F... soutenait que lors de la cession du droit au bail par acte du 30 décembre 1981, passé en présence des propriétaires du terrain, le bail cédé avait été modifié par l'ajout d'une clause aux termes de laquelle les propriétaires s'engageaient à payer au locataire une indemnité représentant la valeur des constructions et aménagements en cas de résiliation ou de refus de renouvellement de la part du bailleur ; qu'en retenant que cette clause ne pouvait être invoquée par la locataire au motif inopérant qu'elle n'avait pas été reprise dans les actes de renouvellement du bail des 7 juin 1988 et 29 avril 1997, sans constater que les parties avaient alors déchargé le bailleur de cette obligation, la Cour d'appel a privé sa décision de base légale au regard des articles L. 145-12 du Code de commerce et 1134 du Code civil ;
ET AUX MOTIFS à les supposer ADOPTES QUE la clause de l'acte de 1981 prévoyant une indemnité allouée au preneur en cas de non renouvellement du bail avait manifestement une portée limitée à la durée du bail alors en cours, faute de quoi la précision donnée juste après de ce que la clause prévoyant la démolition des constructions en fin de bail restait applicable n'aurait eu aucun sens ;
2°) ALORS QUE le renouvellement d'un bail commercial s'opère, sauf convention contraire, aux clauses et conditions du bail venu à expiration ; qu'une clause du bail venu à expiration, aurait-elle en principe une portée limitée à la durée de ce bail, s'applique donc à nouveau, sauf convention contraire, au bail renouvelé, pour la durée de ce nouveau bail ; qu'en se déterminant au motif inopérant que la clause prévoyant le paiement d'une indemnité au titre de la perte des constructions et aménagements en cas de résiliation ou de défaut de renouvellement du bail du fait du propriétaire du terrain avait une portée limitée à la durée du bail à renouveler, la Cour d'appel a violé les articles L. 145-12 du Code de commerce et 1134 du Code civil ;
3°) ALORS QU'il résulte de ses termes clairs et précis que cette clause ne limitait pas sa portée à la durée du bail en cours en cas de renouvellement ; qu'en affirmant le contraire, la Cour d'appel a dénaturé cette clause et violé l'article 1134 du Code civil.
SECOND MOYEN DE CASSATION
Il est fait grief à l'arrêt attaqué d'AVOIR confirmé le jugement en ce qu'il avait débouté Mme X...

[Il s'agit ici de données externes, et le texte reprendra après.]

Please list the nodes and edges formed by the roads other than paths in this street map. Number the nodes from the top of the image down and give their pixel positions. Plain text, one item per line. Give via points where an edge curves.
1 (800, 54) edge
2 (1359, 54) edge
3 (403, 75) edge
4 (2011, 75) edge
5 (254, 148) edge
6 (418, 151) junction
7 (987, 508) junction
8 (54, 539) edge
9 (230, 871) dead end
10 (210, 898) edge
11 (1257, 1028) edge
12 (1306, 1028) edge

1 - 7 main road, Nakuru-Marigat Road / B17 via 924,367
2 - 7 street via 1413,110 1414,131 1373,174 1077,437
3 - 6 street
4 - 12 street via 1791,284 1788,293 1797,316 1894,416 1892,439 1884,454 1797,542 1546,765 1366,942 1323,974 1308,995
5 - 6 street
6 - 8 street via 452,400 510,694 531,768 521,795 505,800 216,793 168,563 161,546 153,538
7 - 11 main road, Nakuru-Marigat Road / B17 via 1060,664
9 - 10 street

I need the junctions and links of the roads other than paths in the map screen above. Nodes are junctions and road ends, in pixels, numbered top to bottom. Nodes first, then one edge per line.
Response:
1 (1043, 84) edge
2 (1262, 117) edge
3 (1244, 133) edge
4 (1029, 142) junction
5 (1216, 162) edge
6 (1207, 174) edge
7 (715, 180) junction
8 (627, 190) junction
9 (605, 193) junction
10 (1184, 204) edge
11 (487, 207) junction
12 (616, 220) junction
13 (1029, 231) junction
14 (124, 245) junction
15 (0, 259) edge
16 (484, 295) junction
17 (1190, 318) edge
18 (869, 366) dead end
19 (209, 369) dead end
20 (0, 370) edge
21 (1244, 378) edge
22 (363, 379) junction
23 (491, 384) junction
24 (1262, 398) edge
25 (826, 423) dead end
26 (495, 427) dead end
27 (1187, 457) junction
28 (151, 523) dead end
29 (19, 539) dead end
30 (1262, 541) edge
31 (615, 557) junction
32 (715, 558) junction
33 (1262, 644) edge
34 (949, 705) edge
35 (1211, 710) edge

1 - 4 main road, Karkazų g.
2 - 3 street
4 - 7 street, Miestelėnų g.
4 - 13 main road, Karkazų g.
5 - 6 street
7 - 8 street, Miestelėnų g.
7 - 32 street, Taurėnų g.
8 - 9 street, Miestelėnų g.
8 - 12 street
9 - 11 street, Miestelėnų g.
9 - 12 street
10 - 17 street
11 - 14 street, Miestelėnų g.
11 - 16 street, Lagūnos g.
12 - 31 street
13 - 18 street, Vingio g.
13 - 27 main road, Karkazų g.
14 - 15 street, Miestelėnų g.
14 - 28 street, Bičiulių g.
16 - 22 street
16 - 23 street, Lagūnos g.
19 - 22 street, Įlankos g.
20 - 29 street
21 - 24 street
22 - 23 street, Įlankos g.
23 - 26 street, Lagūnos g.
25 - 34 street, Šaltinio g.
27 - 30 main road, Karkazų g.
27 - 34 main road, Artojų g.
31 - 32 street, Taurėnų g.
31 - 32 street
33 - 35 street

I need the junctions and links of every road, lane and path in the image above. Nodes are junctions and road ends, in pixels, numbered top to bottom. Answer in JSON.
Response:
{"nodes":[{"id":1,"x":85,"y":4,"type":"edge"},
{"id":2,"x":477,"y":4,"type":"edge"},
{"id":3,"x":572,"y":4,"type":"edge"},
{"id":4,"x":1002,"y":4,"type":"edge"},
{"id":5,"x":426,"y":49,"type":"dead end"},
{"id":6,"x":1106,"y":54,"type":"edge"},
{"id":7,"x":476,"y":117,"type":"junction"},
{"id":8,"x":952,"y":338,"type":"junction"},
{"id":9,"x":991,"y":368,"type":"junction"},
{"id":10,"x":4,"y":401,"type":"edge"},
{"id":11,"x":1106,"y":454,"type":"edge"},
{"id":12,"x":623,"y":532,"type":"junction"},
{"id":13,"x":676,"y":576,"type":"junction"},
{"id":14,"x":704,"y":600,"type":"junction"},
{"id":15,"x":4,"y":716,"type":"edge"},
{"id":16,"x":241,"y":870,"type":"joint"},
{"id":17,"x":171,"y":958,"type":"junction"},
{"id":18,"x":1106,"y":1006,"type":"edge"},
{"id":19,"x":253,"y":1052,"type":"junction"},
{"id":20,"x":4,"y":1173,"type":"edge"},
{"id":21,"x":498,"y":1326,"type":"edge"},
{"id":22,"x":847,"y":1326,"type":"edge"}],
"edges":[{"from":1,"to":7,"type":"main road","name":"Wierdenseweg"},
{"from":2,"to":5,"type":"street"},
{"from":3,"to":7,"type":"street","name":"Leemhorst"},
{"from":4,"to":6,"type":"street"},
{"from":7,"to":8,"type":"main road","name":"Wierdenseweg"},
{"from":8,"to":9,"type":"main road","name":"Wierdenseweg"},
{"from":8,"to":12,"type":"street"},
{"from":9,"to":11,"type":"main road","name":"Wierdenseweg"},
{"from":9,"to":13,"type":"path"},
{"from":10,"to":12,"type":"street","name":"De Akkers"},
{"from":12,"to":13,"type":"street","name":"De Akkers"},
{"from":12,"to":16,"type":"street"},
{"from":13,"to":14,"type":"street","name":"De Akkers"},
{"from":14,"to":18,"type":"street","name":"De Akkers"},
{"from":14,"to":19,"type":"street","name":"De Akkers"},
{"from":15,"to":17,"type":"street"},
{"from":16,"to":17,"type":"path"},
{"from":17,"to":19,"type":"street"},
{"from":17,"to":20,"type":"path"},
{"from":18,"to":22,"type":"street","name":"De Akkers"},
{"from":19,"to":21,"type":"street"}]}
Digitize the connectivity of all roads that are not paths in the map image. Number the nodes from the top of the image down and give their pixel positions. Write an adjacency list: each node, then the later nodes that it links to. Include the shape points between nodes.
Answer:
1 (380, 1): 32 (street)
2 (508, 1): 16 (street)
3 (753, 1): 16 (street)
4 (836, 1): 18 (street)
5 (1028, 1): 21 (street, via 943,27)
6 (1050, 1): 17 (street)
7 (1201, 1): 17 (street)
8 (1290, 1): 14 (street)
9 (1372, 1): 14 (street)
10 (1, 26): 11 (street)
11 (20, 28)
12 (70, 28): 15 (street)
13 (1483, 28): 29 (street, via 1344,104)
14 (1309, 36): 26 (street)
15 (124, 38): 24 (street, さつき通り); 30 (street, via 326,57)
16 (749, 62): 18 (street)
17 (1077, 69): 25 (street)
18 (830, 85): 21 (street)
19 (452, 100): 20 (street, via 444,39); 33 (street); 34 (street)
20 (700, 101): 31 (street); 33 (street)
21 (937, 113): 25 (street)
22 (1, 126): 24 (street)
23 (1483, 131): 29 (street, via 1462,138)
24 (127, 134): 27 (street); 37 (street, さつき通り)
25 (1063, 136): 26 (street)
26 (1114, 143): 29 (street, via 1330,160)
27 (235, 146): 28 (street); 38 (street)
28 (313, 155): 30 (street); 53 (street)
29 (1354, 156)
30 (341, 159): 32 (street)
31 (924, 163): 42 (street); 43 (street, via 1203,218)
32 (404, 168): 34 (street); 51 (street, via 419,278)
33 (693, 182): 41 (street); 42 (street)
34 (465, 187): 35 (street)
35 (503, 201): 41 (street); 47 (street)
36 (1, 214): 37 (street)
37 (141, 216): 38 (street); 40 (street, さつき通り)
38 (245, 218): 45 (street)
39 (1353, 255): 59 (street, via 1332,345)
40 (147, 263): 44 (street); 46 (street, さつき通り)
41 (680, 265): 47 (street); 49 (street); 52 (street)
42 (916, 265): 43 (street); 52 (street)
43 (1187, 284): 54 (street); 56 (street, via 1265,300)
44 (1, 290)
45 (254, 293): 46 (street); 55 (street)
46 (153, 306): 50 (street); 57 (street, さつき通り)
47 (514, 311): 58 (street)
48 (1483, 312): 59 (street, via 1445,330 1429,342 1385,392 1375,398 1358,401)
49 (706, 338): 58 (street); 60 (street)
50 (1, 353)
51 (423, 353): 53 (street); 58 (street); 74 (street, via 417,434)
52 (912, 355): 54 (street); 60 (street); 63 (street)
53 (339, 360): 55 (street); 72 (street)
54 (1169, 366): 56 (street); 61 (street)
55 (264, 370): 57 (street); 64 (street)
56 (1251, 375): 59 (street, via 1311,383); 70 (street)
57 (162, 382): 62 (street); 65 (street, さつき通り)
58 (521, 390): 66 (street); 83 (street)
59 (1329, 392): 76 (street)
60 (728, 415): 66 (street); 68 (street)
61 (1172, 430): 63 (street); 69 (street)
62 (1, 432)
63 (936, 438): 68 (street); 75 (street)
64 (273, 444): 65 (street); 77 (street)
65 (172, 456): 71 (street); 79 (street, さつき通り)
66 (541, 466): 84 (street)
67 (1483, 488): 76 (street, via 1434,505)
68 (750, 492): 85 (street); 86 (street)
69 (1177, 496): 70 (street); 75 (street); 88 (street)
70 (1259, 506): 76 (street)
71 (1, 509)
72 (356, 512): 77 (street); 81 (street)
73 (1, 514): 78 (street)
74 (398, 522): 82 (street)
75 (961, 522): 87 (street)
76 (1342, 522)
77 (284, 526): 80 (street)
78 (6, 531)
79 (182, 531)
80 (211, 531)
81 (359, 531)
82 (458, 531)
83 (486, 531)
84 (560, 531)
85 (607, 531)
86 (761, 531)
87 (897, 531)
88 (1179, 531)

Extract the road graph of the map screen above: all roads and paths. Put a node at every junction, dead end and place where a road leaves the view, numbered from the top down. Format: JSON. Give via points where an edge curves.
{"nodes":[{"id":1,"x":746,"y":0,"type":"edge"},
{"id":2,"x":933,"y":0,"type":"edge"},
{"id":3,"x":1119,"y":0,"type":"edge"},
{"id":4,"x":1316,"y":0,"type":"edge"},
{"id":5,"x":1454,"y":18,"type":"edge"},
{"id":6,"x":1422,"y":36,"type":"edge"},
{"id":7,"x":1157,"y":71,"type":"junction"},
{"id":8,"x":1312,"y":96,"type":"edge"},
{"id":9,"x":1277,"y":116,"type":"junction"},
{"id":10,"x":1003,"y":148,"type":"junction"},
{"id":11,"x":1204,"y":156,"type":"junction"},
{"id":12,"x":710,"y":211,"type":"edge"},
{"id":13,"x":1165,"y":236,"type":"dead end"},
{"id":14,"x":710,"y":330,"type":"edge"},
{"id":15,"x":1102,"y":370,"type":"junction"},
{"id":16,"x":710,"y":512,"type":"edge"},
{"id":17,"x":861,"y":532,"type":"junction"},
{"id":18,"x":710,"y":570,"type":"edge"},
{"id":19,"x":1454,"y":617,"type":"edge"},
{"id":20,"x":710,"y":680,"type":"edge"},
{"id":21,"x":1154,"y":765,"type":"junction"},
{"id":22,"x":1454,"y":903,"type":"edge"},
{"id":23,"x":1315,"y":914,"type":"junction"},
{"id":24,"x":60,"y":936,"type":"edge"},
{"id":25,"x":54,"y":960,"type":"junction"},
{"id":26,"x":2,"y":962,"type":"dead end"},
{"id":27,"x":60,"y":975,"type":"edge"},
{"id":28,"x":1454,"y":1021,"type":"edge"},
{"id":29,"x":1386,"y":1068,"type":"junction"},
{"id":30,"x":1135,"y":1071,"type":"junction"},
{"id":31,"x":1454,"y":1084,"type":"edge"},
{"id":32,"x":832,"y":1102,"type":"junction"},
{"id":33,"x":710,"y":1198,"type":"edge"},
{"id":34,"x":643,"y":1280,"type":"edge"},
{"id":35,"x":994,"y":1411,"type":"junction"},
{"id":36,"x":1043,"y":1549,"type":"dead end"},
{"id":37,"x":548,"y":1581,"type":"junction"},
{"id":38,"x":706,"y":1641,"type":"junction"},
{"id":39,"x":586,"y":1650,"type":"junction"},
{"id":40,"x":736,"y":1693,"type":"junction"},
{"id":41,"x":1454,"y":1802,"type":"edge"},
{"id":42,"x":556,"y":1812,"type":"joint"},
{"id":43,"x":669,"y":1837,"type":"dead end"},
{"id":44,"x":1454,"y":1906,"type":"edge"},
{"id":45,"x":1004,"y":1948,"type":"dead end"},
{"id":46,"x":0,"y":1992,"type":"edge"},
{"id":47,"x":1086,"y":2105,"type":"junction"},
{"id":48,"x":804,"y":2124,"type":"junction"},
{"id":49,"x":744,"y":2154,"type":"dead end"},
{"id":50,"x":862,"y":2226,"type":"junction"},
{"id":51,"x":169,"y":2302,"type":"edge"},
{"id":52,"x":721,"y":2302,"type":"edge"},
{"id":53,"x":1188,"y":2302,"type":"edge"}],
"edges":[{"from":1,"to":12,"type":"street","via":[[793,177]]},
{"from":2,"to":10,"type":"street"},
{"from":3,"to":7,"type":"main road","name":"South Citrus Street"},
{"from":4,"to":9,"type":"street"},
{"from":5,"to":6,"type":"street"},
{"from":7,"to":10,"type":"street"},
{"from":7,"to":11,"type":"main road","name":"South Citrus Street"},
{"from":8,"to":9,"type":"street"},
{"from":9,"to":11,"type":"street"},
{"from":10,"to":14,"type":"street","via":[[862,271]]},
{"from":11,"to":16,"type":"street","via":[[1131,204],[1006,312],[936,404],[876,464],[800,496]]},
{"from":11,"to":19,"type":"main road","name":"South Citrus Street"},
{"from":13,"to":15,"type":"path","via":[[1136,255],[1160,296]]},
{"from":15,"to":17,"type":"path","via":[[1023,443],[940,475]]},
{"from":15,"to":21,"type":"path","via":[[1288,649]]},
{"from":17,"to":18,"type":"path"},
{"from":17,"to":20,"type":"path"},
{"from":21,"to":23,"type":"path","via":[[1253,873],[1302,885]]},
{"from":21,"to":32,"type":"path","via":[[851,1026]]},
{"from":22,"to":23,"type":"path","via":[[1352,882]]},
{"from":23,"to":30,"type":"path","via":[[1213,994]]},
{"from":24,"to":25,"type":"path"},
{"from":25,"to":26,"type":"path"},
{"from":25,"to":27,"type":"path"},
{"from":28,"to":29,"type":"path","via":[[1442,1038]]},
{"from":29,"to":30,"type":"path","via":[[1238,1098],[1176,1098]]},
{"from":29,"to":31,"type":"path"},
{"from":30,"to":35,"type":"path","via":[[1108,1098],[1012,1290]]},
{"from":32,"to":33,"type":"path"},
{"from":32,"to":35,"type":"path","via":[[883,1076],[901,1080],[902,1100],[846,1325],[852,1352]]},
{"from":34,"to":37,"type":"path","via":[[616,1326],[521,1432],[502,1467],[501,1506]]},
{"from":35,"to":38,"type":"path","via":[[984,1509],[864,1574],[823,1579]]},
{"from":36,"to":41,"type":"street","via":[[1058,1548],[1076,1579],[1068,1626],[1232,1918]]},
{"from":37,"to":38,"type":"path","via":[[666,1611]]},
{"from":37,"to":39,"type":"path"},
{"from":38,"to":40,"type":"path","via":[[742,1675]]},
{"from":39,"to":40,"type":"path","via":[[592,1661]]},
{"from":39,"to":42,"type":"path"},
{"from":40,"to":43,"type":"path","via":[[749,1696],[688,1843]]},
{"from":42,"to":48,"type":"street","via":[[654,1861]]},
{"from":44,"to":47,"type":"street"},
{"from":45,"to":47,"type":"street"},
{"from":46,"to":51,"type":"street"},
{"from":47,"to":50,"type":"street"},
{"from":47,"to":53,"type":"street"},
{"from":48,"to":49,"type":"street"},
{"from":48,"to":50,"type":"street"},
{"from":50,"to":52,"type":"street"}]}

F... de ses demandes d'injonction sous astreinte de justifier des charges et de dommages et intérêts ;
AUX MOTIFS QUE l'appelante, qui demande à la cour de faire injonction à la SCI VILLA DURMAR d'avoir à justifier des charges locatives qu'elle réclame, ne pourra qu'en être déboutée dès lors qu'elle ne précise pas à la Cour en quoi les documents produits sur ces points aux débats par la bailleresse ne lui conviennent pas ;
ET AUX MOTIFS ADOPTES que Mme X...
F... ne rapporte aucun élément de nature à justifier sa contestation du montant des charges locatives qui lui sont réclamées ;
1°) ALORS QUE Mme X...
F... soutenait que la société VILLA DURMAR ne fournissait aucun justificatif des charges ; qu'en affirmant qu'elle ne précisait pas en quoi les documents produits ne lui convenaient pas, la Cour d'appel a dénaturé ses conclusions d'appel et violé l'article 4 du Code de procédure civile ;
2°) ALORS QUE les sommes dues au titre des charges ne sont exigibles que sur justification ; qu'en retenant, pour débouter la locataire de sa demande de condamnation de la bailleresse à justifier des charges locatives réclamées depuis le 1er janvier 2005, qu'elle ne rapportait aucun élément de preuve de nature à justifier sa contestation du montant des charges qui lui étaient réclamées, quand il appartenait à la bailleresse de justifier ce montant, la Cour d'appel a inversé la charge de la preuve et violé l'article 1315 du Code civil.